- Born: Constance Darlene Hunt 11 January 1950 (age 75) Yorkton, Saskatchewan, Canada
- Occupation(s): lawyer, legal academic, and judge

= Constance Hunt =

Canadian lawyer, legal academic, and judge

Constance Darlene Hunt (born 11 January 1950) is a Canadian lawyer, legal academic, and judge. Born in Yorkton, Saskatchewan, she received a Bachelor of Arts degree in 1970 and a Bachelor of Law degree in 1972 from the University of Saskatchewan. In 1976, she received a Master of Law degree from Harvard University.

From 1973 to 1976, she was a counsel with Inuit Tapiriit Kanatami, the national Inuit organization in Canada. From 1976 to 1991, she was an associate professor and professor of law at the University of Calgary, part of the Canadian Institute of Resources Law (CIRL) at Calgary. From 1981 to 1983, she was counsel for Mobil Oil Canada. From 1989 to 1991, she was the dean of the faculty of law at the University of Calgary.

She was appointed to the Court of Queen's Bench in 1991 and to the Court of Appeal of Alberta in 1995. In 1999, she was appointed a judge of Nunavut's Court of Appeal.
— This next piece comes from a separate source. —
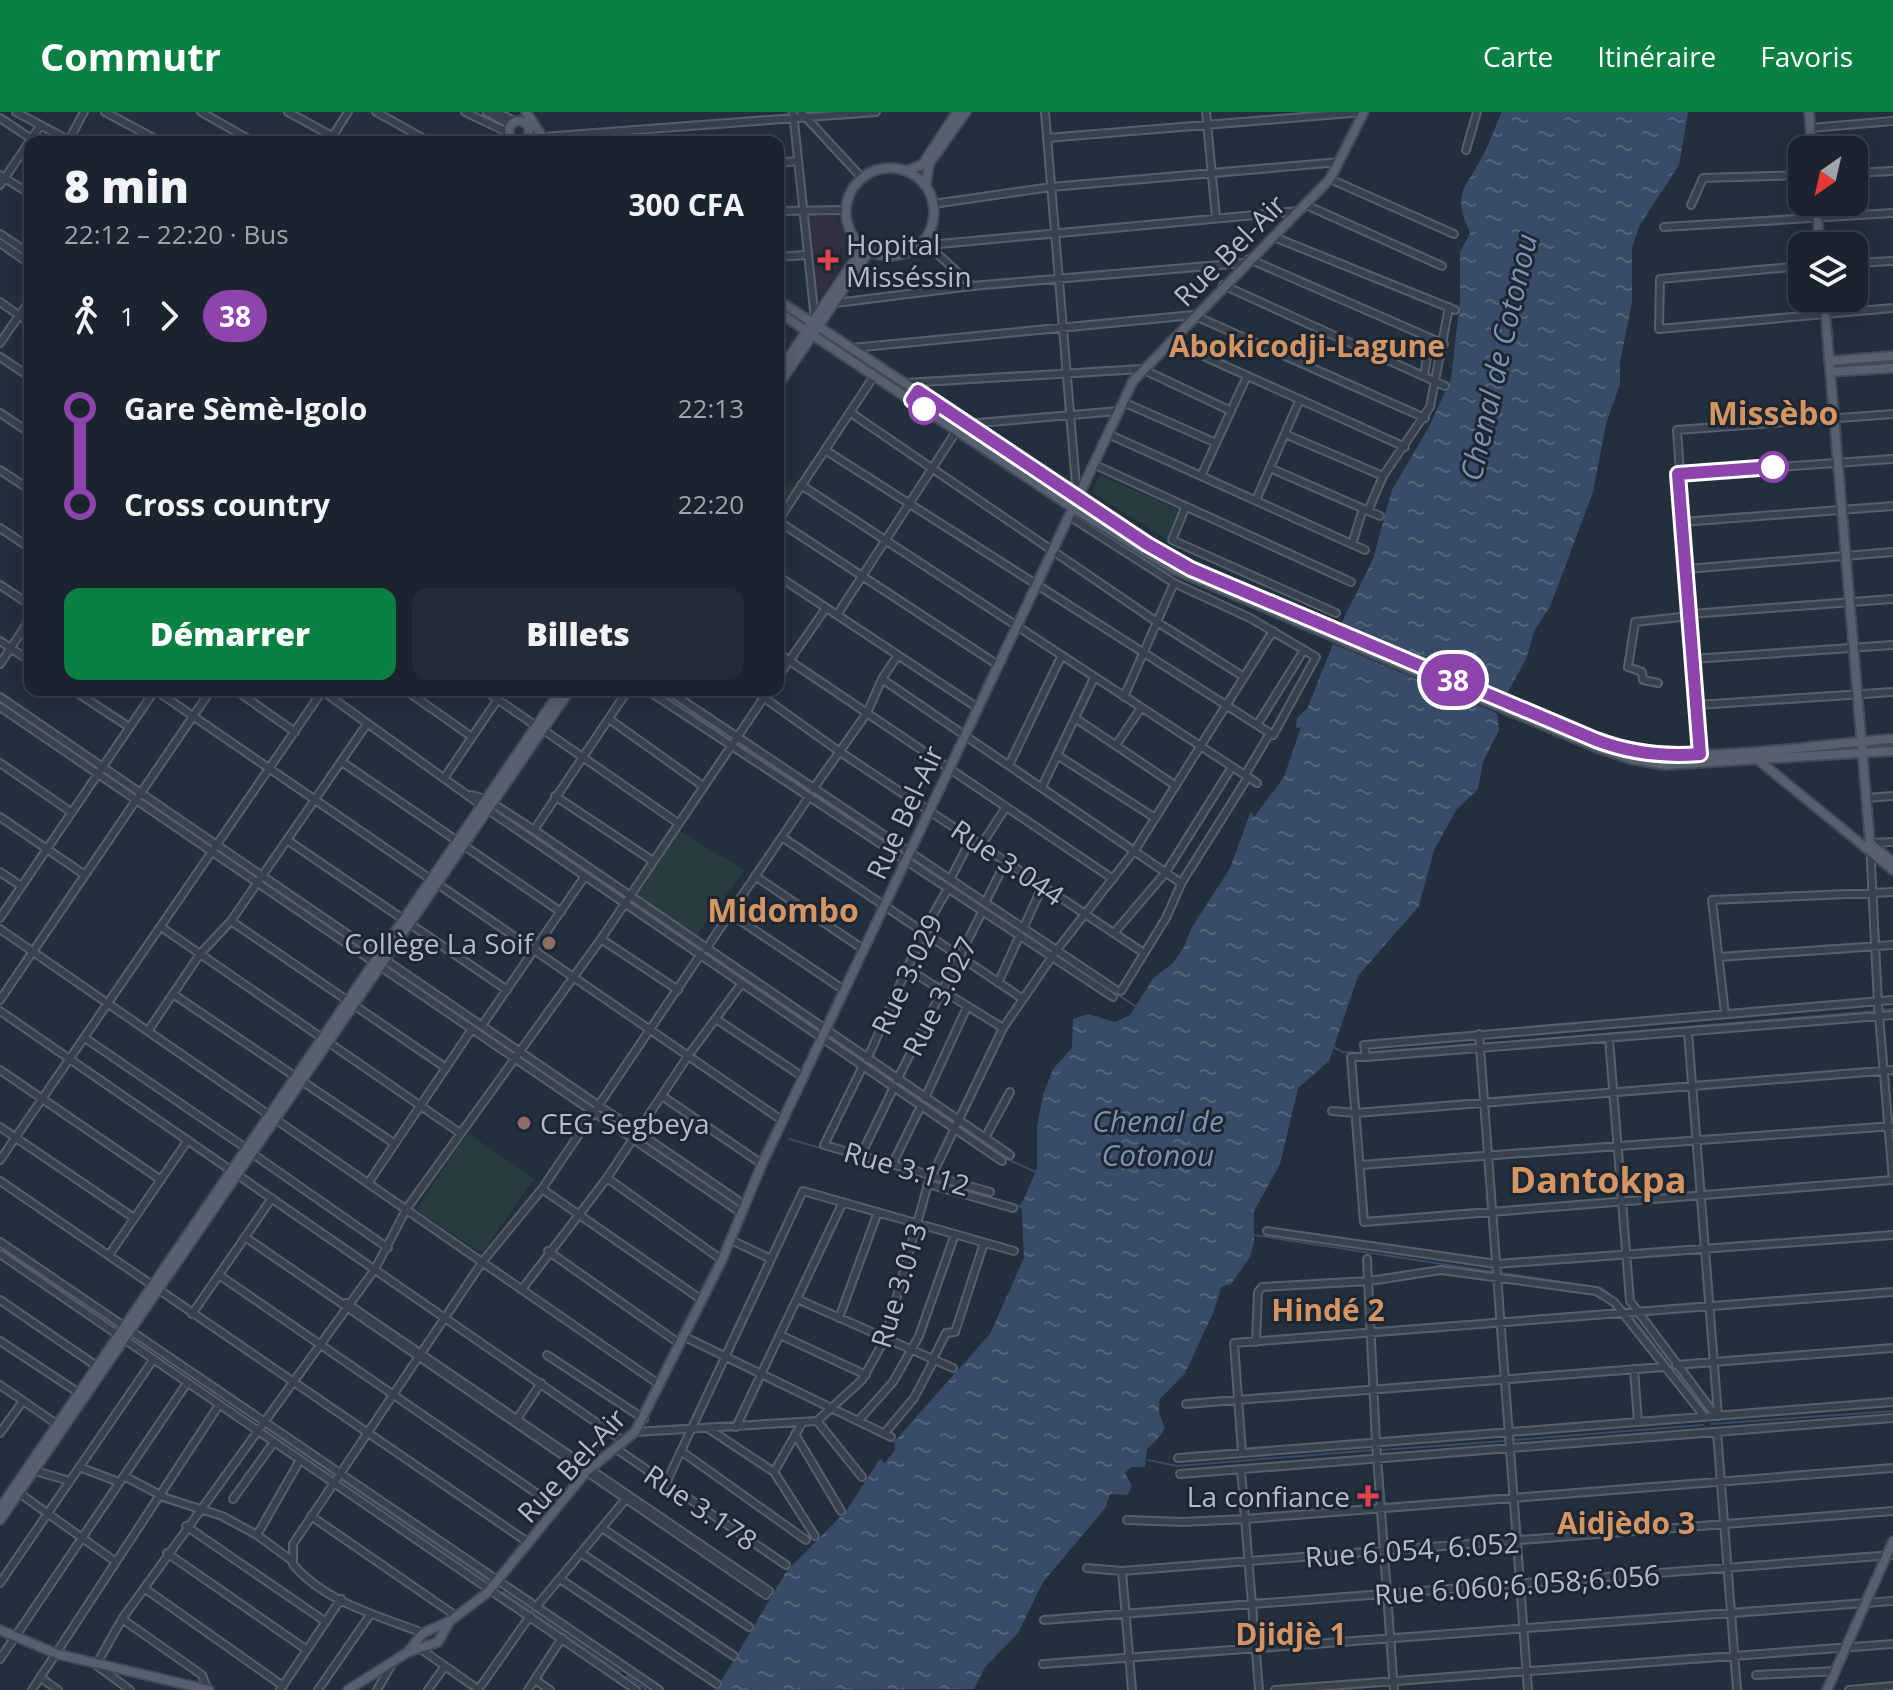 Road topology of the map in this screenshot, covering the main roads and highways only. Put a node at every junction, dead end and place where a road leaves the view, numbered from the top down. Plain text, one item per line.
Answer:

In 2006, it was reported that she was one of three "short list" candidates recommended to be appointed to the Supreme Court of Canada replacing the retired justice, John C. Major. She retired from the court on August 31, 2014.

Hunt is bilingual, and has heard cases in French at the Court of Appeal. In 2013, Hunt was listed as a NAFTA adjudicator.

==Links==
- "Canadian Who's Who 1997 entry"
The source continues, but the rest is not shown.